7. Suggested sequencing

The hotfix and tooling phases are done (v1.60). Remaining work, in dependency order:

  1. Security (§2). Field-value quoting/argv execution and restricted mode are high-value and can land on the current single-file program before the restructure. Add the inert-under-lockdown tests.
  2. Modularise (§3). Split into bin/ + lib/CCFE/, strict/warnings, de-globalise to a $ctx, extract the pure layout/parse core. Gate on the sysmon conformance test and the existing parser tests.
  3. Quality gates (§4). Land perlcritic/perltidy/CI alongside the modular code so the new modules are held to standard from day one.
  4. Colour & UX (§5, §6). Additive, lower-risk polish once the core is modular and tested: theming, wide-char correctness, resize reflow, the --check/--dump tooling, packaging.

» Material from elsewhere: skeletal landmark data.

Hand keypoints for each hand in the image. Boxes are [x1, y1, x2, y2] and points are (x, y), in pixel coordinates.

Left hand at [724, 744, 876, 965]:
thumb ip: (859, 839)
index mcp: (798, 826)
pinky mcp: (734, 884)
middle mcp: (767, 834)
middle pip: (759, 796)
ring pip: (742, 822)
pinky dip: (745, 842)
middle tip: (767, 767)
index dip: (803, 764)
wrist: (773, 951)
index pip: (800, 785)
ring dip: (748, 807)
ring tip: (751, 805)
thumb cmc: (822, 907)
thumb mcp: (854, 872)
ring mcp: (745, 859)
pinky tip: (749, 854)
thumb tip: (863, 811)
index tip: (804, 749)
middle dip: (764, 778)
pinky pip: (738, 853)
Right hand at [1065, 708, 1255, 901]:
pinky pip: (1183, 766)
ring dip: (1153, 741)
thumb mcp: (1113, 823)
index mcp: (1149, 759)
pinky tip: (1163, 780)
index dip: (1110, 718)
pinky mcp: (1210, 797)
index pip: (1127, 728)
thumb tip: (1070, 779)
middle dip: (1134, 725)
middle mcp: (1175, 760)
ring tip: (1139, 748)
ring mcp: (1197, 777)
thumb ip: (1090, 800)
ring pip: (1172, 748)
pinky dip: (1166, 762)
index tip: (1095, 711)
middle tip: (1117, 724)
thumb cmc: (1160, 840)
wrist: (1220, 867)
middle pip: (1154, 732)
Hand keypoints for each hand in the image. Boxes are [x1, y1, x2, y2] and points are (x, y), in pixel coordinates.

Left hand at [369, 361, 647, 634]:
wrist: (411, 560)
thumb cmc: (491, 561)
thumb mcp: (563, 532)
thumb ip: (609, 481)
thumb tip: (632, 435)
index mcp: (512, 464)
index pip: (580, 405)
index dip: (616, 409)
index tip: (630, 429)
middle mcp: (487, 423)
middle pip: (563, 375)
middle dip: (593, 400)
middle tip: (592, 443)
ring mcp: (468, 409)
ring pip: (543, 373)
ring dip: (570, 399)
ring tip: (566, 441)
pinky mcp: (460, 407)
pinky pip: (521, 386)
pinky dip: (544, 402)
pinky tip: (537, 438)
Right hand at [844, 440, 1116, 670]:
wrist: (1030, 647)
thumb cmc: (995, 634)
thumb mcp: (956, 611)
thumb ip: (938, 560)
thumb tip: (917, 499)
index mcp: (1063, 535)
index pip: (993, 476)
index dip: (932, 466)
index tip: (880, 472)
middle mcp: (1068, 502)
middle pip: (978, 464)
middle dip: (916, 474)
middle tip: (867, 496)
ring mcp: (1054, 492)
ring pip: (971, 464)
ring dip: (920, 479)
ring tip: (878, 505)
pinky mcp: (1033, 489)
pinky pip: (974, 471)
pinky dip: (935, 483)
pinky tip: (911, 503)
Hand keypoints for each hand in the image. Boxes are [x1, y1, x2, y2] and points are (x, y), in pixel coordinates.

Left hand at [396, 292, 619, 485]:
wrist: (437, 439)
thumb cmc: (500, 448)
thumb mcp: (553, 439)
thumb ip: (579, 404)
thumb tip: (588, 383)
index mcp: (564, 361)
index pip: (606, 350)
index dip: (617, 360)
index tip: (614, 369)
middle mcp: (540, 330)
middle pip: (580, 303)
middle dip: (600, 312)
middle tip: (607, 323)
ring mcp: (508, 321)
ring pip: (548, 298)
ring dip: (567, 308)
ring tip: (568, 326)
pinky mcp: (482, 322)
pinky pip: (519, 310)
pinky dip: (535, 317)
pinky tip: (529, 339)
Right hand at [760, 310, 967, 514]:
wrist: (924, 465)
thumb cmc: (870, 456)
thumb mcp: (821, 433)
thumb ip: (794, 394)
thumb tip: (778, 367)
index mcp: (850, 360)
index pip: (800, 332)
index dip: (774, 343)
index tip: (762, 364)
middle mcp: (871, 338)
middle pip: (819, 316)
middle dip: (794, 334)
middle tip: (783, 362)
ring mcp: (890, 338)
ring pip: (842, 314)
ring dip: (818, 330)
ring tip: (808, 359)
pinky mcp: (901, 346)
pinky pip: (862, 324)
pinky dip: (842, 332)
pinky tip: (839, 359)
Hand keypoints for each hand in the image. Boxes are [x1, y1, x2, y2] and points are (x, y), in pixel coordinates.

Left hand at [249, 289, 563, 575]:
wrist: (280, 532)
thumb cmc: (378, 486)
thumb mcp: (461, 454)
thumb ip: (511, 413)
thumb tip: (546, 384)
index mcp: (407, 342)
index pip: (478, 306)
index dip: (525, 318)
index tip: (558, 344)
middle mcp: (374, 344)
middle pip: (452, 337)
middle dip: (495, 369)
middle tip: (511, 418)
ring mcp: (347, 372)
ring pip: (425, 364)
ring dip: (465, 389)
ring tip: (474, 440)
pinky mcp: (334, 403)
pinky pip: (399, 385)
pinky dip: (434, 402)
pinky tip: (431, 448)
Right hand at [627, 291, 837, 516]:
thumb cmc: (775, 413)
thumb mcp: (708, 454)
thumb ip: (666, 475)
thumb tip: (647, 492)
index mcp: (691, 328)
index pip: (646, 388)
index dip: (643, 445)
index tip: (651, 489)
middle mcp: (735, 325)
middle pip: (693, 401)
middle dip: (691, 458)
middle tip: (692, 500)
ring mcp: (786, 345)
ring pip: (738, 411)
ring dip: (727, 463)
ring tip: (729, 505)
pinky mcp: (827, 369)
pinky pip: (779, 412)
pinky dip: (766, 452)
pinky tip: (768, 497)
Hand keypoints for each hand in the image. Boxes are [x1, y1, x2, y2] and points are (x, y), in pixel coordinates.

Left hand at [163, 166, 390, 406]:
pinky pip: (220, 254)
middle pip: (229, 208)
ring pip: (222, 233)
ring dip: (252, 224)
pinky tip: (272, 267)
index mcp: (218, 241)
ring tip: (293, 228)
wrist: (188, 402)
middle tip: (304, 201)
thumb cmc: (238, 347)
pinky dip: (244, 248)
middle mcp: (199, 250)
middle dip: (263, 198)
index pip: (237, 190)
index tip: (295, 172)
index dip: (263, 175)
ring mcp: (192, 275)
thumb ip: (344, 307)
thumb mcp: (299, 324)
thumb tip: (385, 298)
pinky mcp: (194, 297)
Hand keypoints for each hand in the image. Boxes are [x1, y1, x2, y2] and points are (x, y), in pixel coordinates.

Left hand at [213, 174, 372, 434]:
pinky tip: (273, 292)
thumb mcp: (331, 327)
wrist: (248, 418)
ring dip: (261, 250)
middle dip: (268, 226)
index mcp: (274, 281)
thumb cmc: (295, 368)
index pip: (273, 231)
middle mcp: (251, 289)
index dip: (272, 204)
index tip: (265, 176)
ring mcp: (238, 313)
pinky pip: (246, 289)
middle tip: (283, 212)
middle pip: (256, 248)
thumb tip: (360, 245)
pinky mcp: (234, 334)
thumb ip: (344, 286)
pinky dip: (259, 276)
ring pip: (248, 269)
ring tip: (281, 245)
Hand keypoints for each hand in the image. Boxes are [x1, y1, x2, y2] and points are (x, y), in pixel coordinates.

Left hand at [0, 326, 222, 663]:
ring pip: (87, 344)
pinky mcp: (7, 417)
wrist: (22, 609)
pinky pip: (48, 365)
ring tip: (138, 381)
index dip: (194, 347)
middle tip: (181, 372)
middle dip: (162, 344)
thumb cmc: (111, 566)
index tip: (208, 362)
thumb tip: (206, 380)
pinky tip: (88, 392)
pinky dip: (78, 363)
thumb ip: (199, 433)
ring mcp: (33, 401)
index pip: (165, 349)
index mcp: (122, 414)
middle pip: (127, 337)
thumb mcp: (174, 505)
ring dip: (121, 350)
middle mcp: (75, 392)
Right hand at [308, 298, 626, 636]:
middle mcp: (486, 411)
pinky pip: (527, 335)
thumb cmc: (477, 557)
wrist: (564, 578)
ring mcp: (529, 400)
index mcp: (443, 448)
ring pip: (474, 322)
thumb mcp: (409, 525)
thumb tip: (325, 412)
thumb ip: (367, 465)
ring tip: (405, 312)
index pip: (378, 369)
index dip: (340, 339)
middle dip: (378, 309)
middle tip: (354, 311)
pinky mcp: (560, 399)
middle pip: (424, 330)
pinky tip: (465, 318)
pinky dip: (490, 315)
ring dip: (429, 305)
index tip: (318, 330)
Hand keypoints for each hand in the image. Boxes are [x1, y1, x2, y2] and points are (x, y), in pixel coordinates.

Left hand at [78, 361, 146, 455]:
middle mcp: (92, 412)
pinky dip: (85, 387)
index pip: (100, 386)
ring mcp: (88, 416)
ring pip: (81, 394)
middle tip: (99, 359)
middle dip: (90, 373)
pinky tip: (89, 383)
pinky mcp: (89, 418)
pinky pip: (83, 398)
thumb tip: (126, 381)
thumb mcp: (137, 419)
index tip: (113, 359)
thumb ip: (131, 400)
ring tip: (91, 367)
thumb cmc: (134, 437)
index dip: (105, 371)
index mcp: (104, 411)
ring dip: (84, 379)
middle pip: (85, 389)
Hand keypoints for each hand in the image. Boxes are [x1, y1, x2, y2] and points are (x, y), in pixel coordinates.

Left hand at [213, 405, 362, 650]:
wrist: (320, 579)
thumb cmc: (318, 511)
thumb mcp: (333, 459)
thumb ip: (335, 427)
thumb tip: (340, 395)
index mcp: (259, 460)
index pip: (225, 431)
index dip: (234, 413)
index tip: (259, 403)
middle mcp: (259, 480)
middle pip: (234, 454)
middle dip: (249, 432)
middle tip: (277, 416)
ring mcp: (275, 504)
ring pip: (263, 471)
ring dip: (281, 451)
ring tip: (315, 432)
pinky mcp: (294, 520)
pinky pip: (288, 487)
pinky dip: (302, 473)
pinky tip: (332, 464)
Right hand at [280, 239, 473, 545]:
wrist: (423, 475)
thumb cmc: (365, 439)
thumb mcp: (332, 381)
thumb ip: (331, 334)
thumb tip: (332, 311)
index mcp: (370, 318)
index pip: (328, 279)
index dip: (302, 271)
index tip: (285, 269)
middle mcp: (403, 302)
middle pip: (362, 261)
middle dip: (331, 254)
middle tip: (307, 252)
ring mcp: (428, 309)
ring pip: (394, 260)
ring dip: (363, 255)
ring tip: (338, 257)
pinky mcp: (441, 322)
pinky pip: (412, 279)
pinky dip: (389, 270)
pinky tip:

Net dependency throughout: perl (core) + libcurses-perl. Nothing else — the "standard packages only" constraint holds at every step.

8. Plugin system & file formats — preserve verbatim

The extension mechanism is the project's value and must survive every change above unchanged. Contract to keep:

  • Discovery: ccfe <name> resolves <name>.menu / <name>.form along the search path ($LIBDIR/$CALLNAME, ~/.ccfe/$CALLNAME), keyed off the invoked name so symlinked front-ends get their own tree + <name>.conf.
  • Static menu = a .menu file; dynamic menu = a .menu directory of definition + *.item files merged together.
  • Forms = .form files, optionally grouped in a .d directory.
  • .item injection — a plugin drops a *.item into another menu's directory to graft itself on (how ccfe-plugin-sysmon adds itself to demo).
  • Block syntax via Text::Balanced::extract_bracketedtitle { }, top { }, item { id=… descr=… action=… }, field { … }, action { … }.
  • Action verbs: menu: / form: / run: / system: / exec: with modifiers (confirm,log,wait_key).
  • list_cmd: command:single-val:… / command:multi-val:… / const:single-val:… / const:multi-val:… with %{FIELD_ID} substitution (whose execution is hardened per §2.2, while the syntax is unchanged).

ccfe-plugin-sysmon/ is the conformance fixture: any refactor is "done" only when that plugin installs and runs unchanged.